Bilseydi yolcularının bir ulusun kaderini değiştireceğini, yenik düşmüş yorgun ulusa, sahip oldukları iman gücünü hatırlatacaklarını, yurt ve vatan sevgisinde birleştireceklerini. Gelecek günlere, özgürlük inançlarına hep beraber ölmek pahasına sahip çıkmak gereğinin, bununsa ancak birlikte hareket etmekle mümkün olduğuna inandıracaklarını…
Bilseydi eğer Bandırma Vapuru bunları Karadeniz’in dalgalarına anlatırdı usul usul… Derdi ’’ yüküm dünyaya bedel haydi benimle beraber dalgalanın.’’ Yunuslar müjdeci çıkardı eminim. Karadeniz daha bir deli çırpınırdı belki, belki fırtınaların en güçlüsü ses verirdi, kim bilir.

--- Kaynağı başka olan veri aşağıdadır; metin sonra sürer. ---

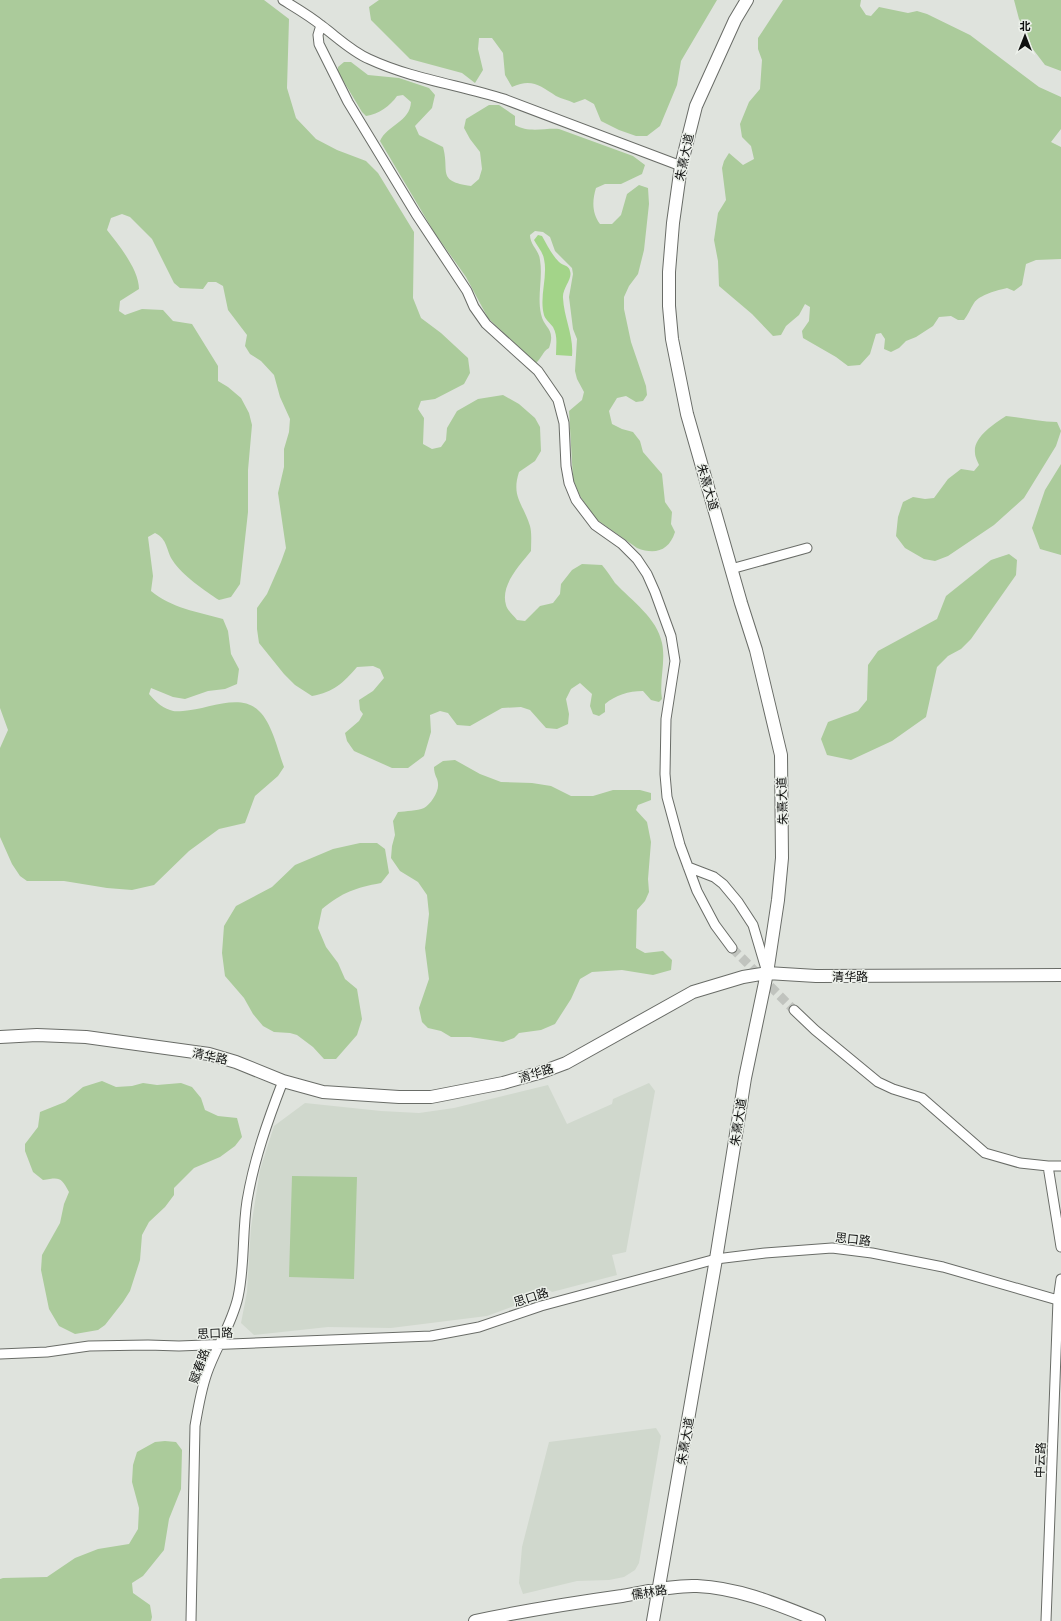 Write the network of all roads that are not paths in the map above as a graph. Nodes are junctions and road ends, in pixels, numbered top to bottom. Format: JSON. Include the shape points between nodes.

1878’de Britanya da inşa edilmiş. İngiliz ve Yunan bayraklarıyla yolcu ve mal taşımış. 1910’dan sonra İdare-i Mahsusa tarafından satın alınmış ve Bandırma adı verilmiş. 47,7 metrelik Bandırma Vapuru 192 tonluk bir gemiymiş. Üstelik 1.Dünya Savaşı’nda Şarköy de İngiliz denizaltısının saldırısına uğramış ama sağ salim kurtulmuş. Kurtulmuş çünkü çok önemli bir görevi var 19 Mayıs’ta. Göreve çıkacağı günü sabırsızlıkla ama usulca belli etmeden dikkat çekmeden beklemiş. O Günlerde Samsun, limanıyla Anadolu’ ya açılması nedeniyle stratejik bir konumda. Buradaki Rum Pontus çetelerine karşı bir ayaklanma şüphesiyle İstanbul’dan bu duruma son verilmesi halkın sakinleştirilmesi istenmiş.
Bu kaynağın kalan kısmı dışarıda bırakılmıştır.